[Originally written in May, 2009. I’m posting it today because it became relevant again.]
You think you had problems with your productivity when you were watching too much TV? Here’s a bigger problem – today we’re spending too much time on social media sites.
I recently found myself spending loads of time at social media websites browsing through information streams. In the last few weeks, my personal favorite has been Twitter. That’s where I found interesting links and stories.
Twitter had long been just the next new thing my geeky boyfriend (now husband) was trying out. Until I signed in… Then it became my primary information source. I started following cool people sharing design and tech-related stories. And all of them were so interesting! And I wanted to bookmark and favorite them all, and share them all…
But guess what: while following ~75 people, I often found myself scrolling and clicking and browsing through their links for hours… Especially when I didn’t have urgent work to do. It’s so much information that the brain can’t really cope with it, and in the same time it all streams real time, even more, and more, and more…
It’s not the information itself that is the biggest problem here. It’s even not the most boring piece of information. It’s what we do with it. In my case: not much. Or to be precise: Nothing. I find interesting and useful tips every day, and I make almost nothing out of them. I consume the information only passively, and don’t use it actively.
It’s even worse than receiving no information at all. If you’re just sitting around not being a passive consumer, at some point you’d get creative. Or at least active. You’d not read ‘Top 10 ways to kill bad habits’, bookmark it and then forget about it—you’d really try to kill some of your bad habits. Interesting enough, if we sit and think about our problems, we’d easily come up with some solution. But while we’re just passively reading about people’s best practices, we’d still be stuck with our own problems.

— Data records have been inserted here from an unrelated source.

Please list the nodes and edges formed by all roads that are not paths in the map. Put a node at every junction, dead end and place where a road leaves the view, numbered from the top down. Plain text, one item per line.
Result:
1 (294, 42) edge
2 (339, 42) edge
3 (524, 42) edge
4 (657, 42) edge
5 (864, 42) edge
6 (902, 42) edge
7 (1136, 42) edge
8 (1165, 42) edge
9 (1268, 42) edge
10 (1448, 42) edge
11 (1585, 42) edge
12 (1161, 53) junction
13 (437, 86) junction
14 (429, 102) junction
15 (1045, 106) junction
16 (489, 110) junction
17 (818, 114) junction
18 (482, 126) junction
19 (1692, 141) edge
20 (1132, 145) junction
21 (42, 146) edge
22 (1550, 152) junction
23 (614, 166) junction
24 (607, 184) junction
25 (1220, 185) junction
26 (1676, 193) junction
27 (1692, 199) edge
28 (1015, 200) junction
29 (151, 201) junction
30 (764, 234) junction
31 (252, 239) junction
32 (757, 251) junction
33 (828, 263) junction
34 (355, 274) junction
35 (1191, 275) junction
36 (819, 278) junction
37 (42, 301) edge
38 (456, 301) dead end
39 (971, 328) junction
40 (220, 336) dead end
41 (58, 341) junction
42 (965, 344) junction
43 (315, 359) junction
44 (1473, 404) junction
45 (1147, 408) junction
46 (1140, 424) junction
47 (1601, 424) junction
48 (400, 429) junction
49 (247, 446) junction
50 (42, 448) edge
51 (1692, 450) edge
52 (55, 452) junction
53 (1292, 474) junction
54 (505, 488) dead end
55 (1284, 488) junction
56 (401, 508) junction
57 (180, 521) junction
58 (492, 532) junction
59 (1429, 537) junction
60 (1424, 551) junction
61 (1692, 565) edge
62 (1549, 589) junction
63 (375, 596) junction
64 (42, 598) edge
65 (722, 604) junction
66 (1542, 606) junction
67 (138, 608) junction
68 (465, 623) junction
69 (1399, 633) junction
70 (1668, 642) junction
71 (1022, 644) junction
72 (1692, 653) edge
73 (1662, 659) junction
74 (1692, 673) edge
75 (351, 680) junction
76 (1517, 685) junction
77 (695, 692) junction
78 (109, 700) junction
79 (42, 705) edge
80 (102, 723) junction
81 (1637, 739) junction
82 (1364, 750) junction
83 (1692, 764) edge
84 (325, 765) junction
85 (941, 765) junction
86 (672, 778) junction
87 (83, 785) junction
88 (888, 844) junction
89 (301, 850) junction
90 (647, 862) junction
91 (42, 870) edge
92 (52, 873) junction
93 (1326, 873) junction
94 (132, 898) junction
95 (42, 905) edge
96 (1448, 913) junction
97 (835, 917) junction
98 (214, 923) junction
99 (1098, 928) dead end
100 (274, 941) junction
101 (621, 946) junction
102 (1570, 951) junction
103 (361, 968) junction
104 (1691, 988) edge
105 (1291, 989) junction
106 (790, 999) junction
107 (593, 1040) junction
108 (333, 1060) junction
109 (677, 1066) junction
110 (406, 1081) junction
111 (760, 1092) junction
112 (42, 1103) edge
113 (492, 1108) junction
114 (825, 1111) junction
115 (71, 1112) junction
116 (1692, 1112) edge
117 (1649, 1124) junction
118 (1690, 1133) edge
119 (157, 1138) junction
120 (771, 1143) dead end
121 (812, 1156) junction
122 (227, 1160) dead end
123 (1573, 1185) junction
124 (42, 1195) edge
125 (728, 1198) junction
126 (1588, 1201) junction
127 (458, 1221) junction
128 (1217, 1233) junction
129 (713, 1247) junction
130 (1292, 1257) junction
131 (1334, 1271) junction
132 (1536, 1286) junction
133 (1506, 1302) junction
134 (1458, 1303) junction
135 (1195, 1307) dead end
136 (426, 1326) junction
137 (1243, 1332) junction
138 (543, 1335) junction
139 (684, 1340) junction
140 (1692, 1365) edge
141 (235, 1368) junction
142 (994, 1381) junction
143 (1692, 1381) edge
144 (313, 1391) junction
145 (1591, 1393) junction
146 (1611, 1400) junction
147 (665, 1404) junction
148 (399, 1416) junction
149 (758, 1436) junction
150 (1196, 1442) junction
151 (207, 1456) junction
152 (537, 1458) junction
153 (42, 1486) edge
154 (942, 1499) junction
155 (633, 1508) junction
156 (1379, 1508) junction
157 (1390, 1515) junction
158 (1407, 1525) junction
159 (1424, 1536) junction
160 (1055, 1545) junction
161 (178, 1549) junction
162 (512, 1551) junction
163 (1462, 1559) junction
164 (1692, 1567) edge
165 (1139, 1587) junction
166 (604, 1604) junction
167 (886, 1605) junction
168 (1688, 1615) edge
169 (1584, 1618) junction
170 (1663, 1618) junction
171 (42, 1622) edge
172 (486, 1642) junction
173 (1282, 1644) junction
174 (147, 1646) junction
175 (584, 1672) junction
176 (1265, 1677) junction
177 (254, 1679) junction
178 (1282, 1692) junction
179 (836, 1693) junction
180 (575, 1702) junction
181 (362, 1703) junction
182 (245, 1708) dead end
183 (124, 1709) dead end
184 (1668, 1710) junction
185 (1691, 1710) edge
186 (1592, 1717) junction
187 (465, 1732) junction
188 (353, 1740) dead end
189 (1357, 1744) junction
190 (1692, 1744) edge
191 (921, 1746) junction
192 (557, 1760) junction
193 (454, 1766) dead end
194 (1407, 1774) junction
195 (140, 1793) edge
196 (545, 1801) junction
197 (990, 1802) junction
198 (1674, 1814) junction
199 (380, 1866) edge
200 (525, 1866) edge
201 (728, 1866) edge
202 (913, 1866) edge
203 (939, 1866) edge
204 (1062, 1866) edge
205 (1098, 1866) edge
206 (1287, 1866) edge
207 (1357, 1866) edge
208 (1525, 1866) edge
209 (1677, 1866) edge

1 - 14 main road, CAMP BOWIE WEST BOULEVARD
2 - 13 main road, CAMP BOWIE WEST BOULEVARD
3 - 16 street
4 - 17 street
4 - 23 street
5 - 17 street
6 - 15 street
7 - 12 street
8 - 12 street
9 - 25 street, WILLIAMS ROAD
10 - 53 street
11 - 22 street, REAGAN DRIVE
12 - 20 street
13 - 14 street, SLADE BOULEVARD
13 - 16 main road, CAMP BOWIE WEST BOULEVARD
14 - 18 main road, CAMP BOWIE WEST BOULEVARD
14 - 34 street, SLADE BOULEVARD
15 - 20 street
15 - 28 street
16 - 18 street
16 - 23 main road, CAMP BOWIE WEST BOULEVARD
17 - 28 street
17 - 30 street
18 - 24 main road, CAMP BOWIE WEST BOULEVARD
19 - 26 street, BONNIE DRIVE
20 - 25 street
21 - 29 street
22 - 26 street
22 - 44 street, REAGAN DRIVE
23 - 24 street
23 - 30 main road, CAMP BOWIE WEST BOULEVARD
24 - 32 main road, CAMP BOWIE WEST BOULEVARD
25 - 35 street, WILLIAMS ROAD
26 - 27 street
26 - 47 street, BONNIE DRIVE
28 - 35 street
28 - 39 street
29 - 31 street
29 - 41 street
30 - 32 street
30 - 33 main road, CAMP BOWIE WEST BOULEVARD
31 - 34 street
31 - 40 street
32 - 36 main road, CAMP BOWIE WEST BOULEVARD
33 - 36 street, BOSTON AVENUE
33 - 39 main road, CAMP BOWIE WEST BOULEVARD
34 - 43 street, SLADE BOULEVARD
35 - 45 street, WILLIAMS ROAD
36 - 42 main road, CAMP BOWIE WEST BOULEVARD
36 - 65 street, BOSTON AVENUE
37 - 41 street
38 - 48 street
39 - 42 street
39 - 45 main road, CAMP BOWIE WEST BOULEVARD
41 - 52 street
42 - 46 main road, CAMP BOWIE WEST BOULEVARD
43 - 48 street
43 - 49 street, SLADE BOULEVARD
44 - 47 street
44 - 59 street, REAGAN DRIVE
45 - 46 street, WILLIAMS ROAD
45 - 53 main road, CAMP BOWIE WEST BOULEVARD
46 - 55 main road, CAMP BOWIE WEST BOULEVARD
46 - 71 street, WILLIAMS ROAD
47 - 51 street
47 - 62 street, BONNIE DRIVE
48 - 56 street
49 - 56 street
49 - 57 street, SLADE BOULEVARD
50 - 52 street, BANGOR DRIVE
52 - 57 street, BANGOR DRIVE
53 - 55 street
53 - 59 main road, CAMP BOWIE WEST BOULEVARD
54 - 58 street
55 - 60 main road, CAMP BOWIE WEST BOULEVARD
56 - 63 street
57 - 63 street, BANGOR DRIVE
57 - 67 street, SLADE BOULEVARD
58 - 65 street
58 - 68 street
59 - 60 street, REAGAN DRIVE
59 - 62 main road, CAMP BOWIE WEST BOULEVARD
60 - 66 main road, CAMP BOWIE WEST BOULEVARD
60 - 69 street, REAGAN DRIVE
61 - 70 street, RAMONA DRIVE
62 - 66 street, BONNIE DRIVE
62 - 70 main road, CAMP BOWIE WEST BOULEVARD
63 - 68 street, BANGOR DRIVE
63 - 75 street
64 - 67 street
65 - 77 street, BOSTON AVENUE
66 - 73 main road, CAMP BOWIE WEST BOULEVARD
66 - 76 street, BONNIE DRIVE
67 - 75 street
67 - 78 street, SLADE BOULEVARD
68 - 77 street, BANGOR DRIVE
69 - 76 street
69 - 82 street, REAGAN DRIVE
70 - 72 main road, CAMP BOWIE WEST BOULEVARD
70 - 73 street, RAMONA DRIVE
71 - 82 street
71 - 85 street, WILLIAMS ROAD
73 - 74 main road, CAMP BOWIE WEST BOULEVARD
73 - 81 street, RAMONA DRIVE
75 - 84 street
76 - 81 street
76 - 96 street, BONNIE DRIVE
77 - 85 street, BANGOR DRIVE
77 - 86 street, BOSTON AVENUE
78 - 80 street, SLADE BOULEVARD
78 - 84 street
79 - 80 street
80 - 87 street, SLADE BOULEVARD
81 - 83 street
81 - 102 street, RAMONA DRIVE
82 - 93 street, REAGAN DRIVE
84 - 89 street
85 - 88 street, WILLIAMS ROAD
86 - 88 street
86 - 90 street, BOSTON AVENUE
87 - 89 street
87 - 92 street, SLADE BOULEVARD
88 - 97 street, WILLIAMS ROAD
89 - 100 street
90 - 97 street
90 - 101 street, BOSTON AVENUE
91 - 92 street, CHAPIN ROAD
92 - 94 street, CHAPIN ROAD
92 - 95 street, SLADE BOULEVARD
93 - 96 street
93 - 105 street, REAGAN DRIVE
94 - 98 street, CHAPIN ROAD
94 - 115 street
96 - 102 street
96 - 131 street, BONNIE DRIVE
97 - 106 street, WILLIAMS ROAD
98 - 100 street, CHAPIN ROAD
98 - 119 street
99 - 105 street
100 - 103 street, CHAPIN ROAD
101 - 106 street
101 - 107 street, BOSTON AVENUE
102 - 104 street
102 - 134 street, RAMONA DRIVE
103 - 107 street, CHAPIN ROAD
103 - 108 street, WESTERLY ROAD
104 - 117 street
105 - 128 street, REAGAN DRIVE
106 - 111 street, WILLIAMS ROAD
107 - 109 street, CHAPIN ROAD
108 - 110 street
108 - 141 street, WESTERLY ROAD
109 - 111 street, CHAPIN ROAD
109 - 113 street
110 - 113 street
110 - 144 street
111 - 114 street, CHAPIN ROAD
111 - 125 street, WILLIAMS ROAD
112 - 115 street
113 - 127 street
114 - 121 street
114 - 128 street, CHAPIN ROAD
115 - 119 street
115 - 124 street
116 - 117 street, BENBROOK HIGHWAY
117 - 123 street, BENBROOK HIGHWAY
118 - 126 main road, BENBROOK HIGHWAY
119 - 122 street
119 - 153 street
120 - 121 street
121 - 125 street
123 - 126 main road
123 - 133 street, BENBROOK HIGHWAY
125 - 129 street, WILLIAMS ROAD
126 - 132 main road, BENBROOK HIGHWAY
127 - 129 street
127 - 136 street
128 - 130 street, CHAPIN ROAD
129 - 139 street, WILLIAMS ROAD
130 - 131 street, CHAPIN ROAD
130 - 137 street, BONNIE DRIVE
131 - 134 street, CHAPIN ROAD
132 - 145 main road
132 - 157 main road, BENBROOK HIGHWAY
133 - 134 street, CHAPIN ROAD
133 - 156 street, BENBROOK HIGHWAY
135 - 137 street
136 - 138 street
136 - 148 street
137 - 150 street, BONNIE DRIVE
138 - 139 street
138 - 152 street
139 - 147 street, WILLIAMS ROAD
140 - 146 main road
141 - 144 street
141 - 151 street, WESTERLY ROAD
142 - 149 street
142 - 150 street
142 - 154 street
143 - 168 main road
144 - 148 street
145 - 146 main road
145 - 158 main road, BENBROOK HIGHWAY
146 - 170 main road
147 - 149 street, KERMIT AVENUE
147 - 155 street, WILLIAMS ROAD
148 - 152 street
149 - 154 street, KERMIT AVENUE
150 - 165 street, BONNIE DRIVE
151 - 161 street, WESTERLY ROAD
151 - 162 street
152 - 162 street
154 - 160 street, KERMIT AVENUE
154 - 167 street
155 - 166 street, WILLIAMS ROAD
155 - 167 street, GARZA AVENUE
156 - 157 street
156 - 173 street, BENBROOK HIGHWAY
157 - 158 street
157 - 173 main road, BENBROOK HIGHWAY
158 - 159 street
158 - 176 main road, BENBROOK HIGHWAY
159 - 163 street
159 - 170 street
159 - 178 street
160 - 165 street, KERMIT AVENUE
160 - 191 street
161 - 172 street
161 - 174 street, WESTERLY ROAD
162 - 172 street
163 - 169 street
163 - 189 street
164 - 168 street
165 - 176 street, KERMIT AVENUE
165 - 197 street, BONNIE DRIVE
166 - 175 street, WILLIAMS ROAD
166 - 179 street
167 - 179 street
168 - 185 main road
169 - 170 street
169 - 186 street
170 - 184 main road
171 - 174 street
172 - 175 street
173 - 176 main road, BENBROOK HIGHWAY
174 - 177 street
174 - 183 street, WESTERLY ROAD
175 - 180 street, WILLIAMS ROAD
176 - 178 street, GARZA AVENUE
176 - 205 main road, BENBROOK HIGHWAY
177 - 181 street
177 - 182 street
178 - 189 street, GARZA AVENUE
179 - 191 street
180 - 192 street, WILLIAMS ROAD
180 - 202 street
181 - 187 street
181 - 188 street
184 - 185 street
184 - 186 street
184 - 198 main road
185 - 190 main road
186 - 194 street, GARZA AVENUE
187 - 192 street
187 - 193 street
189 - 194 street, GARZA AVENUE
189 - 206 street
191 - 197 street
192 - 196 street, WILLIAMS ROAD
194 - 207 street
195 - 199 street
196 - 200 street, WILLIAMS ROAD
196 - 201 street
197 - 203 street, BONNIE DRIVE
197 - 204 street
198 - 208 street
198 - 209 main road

Another problem is: we are often served information we don’t really need right now. It used to be different – with libraries and scarce information sources, you would only receive new information when you needed it and when you were searching for it. Now, we usually don’t need that much information, but we receive much more of it, and we’re receiving it constantly. It is interesting and might one day be useful and valuable, so we fear we’d miss it. But guess what: the theory saying you could contact any person in the world through 6 or 7 people applies even more to online information streams. Someone wrote an interesting post about a particular problem in design? Until you really need some design work done and face a problem with it, you don’t really need that article. And when you do face the problem, you’d just type your inquiry in the search field, and you’d probably find the solution at ease. Of course, there are the occasional ‘breakthroughs’ that we hear about, ideas that change our perspective and make a big difference to our lives. But is it worth it to wait for these breakthroughs all day long, clicking from link to link? We need to think about that.
A problem is solved not because of the fact that you have a brilliant idea; it is more productive to have any idea—even not a brilliant one—but to try and apply it as soon as possible, succeed or fail, learn your lesson and move forward.
Because productivity comes from action. Being active is more productive than being passive. Not watching TV is more productive than watching too much TV. Not following the information streams is more productive than following them all and ending up doing nothing. Sometimes, it’s as simple as that.